PROBLEM STATEMENT ▸
All entries must be extracted exactly, with nothing added or dropped.

(Saved entries)
= Beginning of Section =

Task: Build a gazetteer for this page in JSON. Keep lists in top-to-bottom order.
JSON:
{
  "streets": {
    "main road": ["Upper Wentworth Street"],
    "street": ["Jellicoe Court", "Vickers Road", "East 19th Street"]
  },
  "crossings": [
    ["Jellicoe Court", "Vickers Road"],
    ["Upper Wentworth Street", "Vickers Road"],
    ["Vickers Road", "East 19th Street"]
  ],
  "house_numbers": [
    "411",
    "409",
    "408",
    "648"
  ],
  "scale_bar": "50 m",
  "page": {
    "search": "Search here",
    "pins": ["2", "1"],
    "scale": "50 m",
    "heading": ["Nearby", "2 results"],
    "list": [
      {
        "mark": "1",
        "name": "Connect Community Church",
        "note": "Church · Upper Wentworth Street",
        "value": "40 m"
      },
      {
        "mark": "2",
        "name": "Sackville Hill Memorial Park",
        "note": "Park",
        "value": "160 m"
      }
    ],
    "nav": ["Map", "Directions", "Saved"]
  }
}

= End of Section =

WRITTEN SOLUTION ▸
Task: Build a gazetteer for this page in JSON. Keep lists in top-to-bottom order.
JSON:
{
  "streets": {
    "main road": ["Upper Wentworth Street"],
    "street": ["Jellicoe Court", "Vickers Road", "East 19th Street"]
  },
  "crossings": [
    ["Jellicoe Court", "Vickers Road"],
    ["Upper Wentworth Street", "Vickers Road"],
    ["Vickers Road", "East 19th Street"]
  ],
  "house_numbers": [
    "411",
    "409",
    "408",
    "648"
  ],
  "scale_bar": "50 m",
  "page": {
    "search": "Search here",
    "pins": ["2", "1"],
    "scale": "50 m",
    "heading": ["Nearby", "2 results"],
    "list": [
      {
        "mark": "1",
        "name": "Connect Community Church",
        "note": "Church · Upper Wentworth Street",
        "value": "40 m"
      },
      {
        "mark": "2",
        "name": "Sackville Hill Memorial Park",
        "note": "Park",
        "value": "160 m"
      }
    ],
    "nav": ["Map", "Directions", "Saved"]
  }
}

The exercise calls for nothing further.